SARS-CoV-2 Mutations: Study Shows Human Host Proteins APOBEC Is Causing SARS-CoV-2 To Mutate But Novel Coronavirus Evolves To Survive
: University Of Bath and University Of Edinburgh scientists investigating the evolution of the SARS-CoV-2 coronavirus that causes COVID-19 say that its mutation seems to be directed by human proteins that degrade it, but natural selection of the virus enables it to bounce back. The findings could help in the design of vaccines against the virus.
The research findings are published in the journal: Molecular Biology And Evolution. https://academic.oup.com/mbe/article/doi/10.1093/molbev/msaa188/5873882
Typically all organisms mutate. Humans are for example born with between 10 and 100 new mutations in their DNA. Mutation is usually a random process often owing to mistakes made when DNA is copied. Recent work from researchers at the Universities of Bath and Edinburgh, suggests that in the case of SARS-CoV-2, mutation may well not be a random process and that instead humans are mutating it, as part of a defense mechanism to degrade the virus.
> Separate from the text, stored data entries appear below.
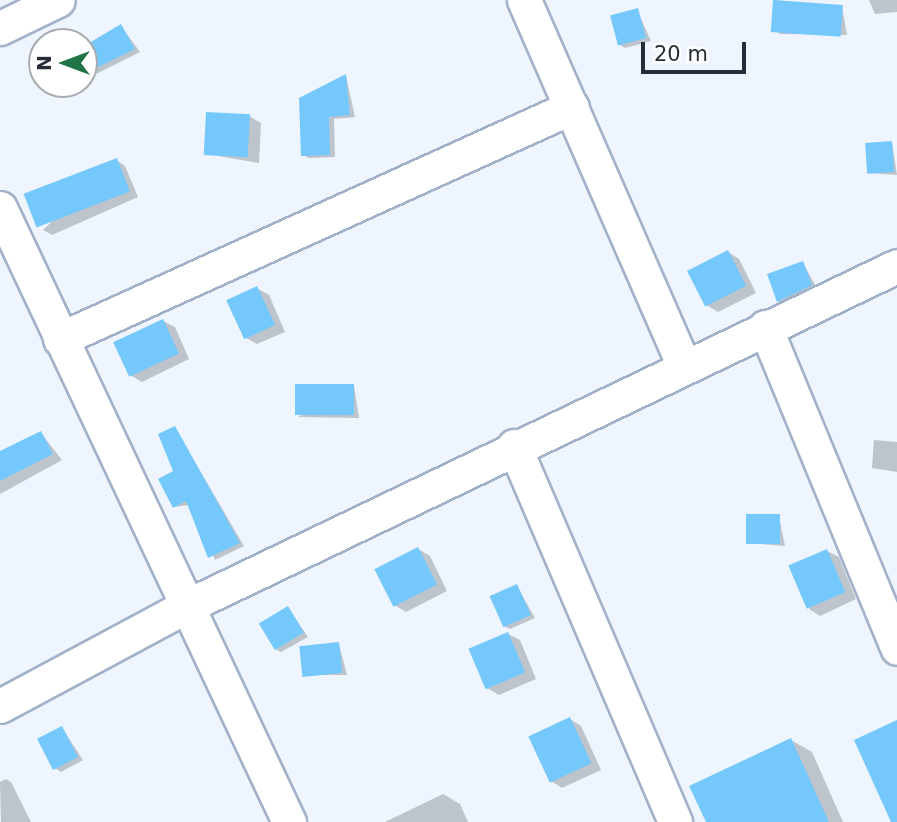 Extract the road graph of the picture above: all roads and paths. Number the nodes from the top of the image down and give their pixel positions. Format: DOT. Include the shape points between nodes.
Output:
graph roads {
  1 [pos="58,0"];
  2 [pos="524,0"];
  3 [pos="0,28"];
  4 [pos="572,107"];
  5 [pos="0,208"];
  6 [pos="897,266"];
  7 [pos="765,327"];
  8 [pos="60,339"];
  9 [pos="683,363"];
  10 [pos="514,446"];
  11 [pos="185,607"];
  12 [pos="897,648"];
  13 [pos="0,706"];
  14 [pos="289,822"];
  15 [pos="675,822"];
  1 -- 3 [label="street"];
  2 -- 4 [label="street"];
  4 -- 8 [label="street"];
  4 -- 9 [label="street"];
  5 -- 8 [label="street"];
  6 -- 7 [label="street"];
  7 -- 9 [label="street"];
  7 -- 12 [label="street"];
  8 -- 11 [label="street"];
  9 -- 10 [label="street"];
  10 -- 11 [label="street"];
  10 -- 15 [label="street"];
  11 -- 13 [label="street"];
  11 -- 14 [label="street"];
} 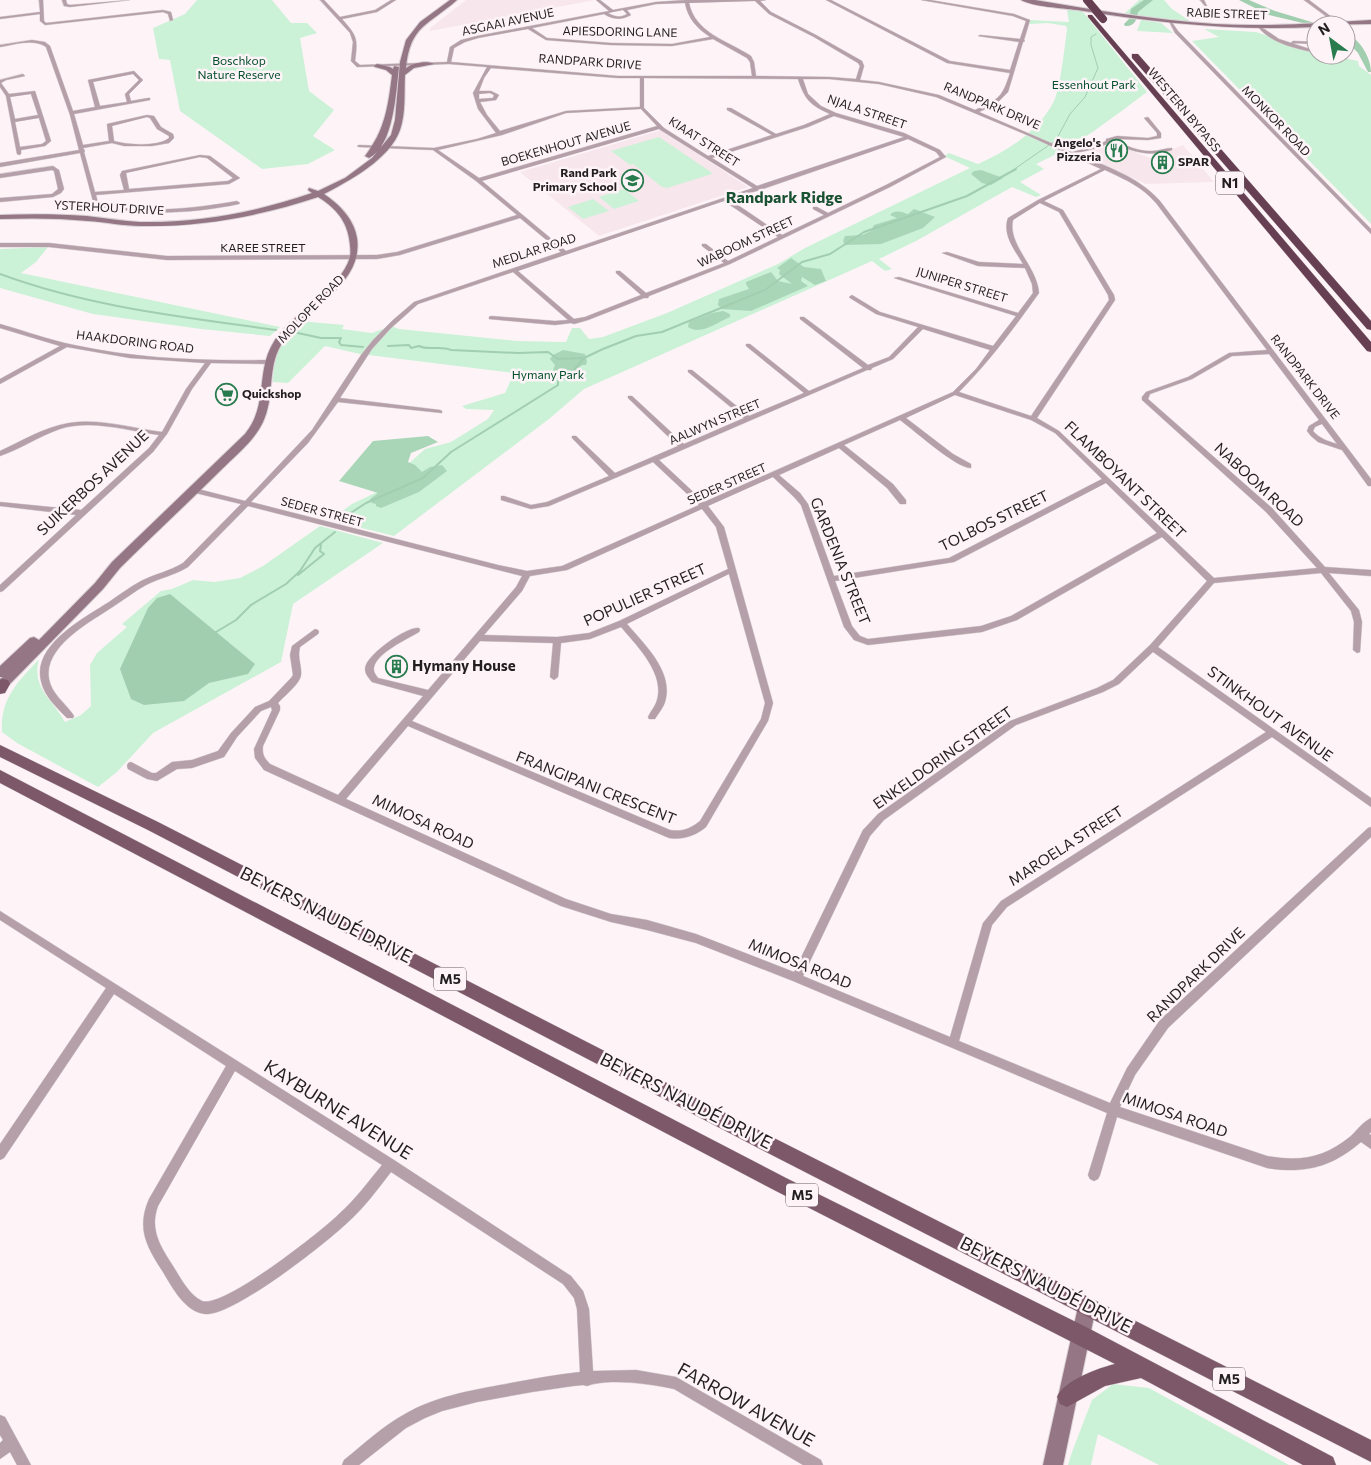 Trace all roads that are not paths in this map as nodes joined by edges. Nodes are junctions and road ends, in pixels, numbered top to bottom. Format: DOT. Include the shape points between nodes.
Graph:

The research team looked at over 15,000 virus genomes from all of the sequencing efforts around the world and identified over 6000 mutations. They looked at how much each of the four letters that make up the virus' genetic code (A, C, U and G) were mutating and discovered that the virus had a very high rate of mutations generating U residues.
Professor Dr Laurence Hurst, Director of the Milner Centre for Evolution at the University of Bath and senior author of the study told Thailand Medical news, "I have looked at mutational profiles for many organisms and they all show some sort of bias, but I've never seen one as strong and strange as this."
The researchers found in particular that mutation very commonly generated UU neighboring pairs, mutating from the original sequence of CU and UC. They noted this is a fingerprint of the mutational profile of a human protein, called APOBEC, that can mutate viruses.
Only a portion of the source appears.